» **INSTRUCTIONS TO FOLLOW**: Return copies of the lines below that mention "edges".
:: STORED DATA
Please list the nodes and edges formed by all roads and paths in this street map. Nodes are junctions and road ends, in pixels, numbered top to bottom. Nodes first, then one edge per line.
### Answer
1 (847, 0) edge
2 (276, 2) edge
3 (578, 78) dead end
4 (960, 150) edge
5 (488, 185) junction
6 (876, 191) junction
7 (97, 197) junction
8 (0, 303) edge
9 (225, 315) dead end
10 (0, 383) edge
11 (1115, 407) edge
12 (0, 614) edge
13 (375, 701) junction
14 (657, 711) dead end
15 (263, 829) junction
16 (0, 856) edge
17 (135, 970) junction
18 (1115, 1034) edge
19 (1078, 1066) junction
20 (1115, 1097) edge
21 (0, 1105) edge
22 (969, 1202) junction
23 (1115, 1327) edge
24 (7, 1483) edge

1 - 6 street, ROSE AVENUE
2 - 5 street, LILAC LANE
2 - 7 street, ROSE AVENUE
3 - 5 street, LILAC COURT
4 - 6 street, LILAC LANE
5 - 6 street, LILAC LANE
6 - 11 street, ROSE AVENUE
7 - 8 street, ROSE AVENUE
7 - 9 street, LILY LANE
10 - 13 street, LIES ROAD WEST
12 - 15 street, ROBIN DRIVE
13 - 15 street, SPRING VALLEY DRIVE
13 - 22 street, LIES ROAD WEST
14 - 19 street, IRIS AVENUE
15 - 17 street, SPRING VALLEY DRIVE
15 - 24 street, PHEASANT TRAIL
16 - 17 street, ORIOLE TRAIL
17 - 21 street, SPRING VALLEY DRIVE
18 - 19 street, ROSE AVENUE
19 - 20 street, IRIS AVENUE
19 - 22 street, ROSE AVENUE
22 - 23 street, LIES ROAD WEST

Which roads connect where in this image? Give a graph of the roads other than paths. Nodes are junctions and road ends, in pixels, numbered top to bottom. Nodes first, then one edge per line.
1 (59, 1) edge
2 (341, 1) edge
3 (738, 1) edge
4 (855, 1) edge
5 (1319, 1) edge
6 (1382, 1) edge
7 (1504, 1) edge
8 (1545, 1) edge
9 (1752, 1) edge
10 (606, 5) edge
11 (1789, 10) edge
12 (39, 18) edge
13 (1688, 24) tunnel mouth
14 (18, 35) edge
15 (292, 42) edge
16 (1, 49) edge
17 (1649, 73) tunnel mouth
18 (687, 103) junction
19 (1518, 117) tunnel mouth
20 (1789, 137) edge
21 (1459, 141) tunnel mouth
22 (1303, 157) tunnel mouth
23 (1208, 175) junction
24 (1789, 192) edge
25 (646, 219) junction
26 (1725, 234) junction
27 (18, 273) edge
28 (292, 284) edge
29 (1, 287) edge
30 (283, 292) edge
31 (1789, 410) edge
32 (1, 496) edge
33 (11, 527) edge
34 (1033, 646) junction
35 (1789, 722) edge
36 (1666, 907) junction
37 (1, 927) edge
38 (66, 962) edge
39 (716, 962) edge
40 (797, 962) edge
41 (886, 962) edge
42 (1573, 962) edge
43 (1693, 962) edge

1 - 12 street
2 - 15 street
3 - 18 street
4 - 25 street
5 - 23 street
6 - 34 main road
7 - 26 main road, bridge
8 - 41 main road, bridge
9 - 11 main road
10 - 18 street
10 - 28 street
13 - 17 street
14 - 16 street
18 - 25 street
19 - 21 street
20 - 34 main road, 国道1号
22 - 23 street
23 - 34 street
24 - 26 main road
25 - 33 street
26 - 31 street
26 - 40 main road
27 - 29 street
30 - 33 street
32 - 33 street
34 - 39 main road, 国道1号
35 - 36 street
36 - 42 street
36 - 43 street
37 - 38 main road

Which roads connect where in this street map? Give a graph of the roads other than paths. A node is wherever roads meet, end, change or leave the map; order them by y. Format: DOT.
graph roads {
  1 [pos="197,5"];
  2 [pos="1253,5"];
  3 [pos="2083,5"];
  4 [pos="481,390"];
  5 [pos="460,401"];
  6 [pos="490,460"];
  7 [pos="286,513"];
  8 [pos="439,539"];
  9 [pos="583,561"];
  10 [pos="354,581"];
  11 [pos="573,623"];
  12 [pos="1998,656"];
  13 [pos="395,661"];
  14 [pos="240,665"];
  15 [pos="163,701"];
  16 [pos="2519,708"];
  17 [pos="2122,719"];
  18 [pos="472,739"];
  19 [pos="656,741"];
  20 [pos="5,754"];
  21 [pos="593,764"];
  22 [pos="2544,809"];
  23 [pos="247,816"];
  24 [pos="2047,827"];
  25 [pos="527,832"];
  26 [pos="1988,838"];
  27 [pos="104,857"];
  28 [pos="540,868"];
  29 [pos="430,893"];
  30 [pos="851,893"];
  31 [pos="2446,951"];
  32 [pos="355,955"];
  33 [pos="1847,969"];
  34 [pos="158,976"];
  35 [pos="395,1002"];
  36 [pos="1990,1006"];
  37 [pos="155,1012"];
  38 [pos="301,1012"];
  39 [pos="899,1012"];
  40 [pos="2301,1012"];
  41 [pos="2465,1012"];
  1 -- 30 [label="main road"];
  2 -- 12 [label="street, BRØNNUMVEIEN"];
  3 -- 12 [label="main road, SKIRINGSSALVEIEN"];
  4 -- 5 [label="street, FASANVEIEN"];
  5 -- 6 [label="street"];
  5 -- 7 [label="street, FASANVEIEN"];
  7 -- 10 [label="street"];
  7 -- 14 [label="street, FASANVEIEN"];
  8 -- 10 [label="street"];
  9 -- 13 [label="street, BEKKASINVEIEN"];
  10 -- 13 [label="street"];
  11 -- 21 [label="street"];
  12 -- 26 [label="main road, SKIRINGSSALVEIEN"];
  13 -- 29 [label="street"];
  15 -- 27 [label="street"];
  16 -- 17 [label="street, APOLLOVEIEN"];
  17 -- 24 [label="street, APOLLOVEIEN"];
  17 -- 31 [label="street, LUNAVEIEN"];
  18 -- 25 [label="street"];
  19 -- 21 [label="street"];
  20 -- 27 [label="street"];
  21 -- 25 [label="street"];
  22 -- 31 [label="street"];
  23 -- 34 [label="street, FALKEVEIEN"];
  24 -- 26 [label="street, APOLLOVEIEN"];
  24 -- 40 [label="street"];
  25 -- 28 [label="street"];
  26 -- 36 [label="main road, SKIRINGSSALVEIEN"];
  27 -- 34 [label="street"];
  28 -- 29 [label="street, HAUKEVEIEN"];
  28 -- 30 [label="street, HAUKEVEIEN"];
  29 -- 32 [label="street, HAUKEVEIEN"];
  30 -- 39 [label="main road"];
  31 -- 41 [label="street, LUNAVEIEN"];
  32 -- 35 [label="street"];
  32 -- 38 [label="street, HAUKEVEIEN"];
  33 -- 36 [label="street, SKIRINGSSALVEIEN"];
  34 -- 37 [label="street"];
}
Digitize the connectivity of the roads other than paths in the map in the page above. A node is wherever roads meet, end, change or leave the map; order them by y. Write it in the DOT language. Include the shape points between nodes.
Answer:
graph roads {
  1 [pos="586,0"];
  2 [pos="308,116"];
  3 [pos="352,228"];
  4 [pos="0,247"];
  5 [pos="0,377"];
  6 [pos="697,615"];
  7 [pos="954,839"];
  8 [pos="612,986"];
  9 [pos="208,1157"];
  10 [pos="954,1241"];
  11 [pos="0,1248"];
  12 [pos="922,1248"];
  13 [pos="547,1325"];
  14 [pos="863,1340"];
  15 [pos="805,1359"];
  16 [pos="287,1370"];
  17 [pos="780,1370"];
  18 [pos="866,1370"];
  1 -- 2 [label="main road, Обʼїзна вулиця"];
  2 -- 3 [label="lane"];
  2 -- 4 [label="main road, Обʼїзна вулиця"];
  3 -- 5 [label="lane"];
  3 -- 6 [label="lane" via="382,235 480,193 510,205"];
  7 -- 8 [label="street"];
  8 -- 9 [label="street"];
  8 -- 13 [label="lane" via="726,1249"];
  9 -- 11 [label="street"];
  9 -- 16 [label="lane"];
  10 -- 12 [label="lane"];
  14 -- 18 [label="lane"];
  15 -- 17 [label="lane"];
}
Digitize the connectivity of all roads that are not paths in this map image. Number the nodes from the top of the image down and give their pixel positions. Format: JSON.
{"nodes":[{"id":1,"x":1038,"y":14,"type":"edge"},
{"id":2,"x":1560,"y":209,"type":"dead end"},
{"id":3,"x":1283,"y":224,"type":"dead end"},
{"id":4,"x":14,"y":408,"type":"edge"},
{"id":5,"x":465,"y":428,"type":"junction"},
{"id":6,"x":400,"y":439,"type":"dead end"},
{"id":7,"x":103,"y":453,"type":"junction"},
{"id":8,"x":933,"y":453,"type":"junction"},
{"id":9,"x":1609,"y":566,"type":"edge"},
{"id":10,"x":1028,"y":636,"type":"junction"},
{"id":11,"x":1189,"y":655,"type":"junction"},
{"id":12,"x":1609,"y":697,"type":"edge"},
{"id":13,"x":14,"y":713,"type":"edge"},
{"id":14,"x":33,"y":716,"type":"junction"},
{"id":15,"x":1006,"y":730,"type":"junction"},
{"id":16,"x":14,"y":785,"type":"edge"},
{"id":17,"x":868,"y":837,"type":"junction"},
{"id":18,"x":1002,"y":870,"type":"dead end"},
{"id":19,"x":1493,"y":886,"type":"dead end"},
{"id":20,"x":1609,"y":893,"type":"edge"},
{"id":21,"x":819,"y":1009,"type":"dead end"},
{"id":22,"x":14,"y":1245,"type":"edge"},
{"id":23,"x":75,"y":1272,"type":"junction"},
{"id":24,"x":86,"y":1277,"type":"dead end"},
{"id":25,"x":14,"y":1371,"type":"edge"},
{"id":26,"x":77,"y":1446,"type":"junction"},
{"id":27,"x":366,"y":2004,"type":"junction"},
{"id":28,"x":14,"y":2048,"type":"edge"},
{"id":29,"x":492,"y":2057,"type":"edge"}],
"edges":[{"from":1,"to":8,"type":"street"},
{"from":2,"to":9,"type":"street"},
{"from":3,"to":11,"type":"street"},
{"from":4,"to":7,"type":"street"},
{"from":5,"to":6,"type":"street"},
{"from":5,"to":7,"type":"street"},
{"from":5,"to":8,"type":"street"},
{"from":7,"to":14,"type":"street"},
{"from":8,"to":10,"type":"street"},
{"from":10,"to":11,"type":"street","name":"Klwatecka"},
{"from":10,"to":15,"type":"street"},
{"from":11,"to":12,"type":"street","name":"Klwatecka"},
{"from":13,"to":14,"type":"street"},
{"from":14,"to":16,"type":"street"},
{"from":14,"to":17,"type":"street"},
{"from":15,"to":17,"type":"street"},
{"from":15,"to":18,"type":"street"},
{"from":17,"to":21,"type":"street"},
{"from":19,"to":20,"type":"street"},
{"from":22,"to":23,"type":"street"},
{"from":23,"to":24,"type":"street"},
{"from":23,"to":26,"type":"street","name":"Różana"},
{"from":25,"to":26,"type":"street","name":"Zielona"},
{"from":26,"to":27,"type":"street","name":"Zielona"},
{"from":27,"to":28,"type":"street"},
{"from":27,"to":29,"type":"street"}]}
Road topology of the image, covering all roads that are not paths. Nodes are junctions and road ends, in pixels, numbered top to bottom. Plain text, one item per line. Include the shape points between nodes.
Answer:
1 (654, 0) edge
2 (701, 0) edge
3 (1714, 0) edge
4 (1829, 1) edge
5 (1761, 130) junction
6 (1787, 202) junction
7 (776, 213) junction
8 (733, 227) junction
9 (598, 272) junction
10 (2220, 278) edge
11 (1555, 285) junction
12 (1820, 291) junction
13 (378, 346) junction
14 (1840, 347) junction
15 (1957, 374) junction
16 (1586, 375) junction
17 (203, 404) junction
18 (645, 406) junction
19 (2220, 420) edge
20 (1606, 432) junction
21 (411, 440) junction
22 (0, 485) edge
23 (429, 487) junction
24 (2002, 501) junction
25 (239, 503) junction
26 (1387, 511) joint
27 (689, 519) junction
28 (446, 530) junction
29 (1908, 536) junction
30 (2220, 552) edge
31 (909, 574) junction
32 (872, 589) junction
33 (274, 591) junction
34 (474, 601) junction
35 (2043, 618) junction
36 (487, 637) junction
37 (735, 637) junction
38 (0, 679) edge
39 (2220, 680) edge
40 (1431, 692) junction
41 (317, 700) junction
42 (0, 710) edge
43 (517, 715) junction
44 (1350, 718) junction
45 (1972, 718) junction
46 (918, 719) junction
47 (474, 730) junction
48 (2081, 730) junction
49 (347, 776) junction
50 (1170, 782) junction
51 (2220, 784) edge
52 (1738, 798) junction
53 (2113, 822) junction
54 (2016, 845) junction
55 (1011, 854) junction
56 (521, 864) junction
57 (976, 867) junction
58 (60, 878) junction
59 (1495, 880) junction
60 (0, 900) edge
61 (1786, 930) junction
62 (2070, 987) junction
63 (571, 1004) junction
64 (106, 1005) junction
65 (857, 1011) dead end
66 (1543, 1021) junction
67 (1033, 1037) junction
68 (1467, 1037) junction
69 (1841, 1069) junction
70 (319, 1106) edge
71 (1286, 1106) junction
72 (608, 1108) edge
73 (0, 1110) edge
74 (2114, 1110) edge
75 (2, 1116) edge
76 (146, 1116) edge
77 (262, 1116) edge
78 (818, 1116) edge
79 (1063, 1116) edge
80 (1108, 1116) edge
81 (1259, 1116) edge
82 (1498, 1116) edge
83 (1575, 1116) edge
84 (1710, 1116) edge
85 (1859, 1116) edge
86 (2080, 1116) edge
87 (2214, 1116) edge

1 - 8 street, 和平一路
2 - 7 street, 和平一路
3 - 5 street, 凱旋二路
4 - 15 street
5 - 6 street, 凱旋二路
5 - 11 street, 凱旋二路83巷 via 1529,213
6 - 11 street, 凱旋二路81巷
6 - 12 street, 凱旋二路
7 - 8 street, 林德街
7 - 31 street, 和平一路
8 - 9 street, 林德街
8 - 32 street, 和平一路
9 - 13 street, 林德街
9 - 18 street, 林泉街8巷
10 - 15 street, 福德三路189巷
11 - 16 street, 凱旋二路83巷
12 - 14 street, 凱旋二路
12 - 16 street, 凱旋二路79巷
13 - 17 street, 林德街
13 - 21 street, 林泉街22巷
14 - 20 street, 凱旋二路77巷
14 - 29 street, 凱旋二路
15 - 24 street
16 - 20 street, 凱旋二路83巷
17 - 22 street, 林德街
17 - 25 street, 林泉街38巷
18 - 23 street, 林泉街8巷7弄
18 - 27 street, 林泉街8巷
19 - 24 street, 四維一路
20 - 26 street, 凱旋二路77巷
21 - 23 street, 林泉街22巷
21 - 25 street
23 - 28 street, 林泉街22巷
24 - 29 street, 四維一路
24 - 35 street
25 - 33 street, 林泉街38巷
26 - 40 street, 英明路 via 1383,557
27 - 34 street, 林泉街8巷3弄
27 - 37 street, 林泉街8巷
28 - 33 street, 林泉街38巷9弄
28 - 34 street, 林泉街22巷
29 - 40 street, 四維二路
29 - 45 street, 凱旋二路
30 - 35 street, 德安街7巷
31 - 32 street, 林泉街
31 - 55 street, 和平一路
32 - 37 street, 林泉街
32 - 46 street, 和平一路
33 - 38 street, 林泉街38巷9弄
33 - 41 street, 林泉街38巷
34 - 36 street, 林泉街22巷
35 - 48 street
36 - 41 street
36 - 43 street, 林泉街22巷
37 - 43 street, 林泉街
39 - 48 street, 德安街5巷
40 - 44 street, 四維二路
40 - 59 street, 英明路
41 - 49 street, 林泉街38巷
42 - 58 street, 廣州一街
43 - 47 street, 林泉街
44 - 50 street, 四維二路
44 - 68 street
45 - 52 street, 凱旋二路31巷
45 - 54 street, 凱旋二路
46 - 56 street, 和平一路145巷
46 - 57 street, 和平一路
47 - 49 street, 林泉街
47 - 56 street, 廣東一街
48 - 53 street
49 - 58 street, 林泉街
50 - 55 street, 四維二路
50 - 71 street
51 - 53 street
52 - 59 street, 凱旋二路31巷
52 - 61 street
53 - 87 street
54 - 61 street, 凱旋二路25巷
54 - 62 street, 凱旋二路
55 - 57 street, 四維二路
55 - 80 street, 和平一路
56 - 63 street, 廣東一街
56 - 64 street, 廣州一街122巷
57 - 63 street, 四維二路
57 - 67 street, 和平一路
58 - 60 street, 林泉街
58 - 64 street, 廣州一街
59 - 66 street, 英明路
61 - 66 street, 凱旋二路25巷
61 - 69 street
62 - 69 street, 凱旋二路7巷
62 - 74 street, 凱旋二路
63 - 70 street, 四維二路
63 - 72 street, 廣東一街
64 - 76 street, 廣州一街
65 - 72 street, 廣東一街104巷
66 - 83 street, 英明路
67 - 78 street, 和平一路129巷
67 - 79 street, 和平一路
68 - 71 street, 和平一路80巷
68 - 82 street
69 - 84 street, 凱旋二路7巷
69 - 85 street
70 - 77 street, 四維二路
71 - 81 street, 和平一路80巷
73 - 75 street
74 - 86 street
::::
» **EXERCISE ANSWER**:
Please list the nodes and edges formed by all roads and paths in this street map. Nodes are junctions and road ends, in pixels, numbered top to bottom. Nodes first, then one edge per line.
"edges":[{"from":1,"to":8,"type":"street"},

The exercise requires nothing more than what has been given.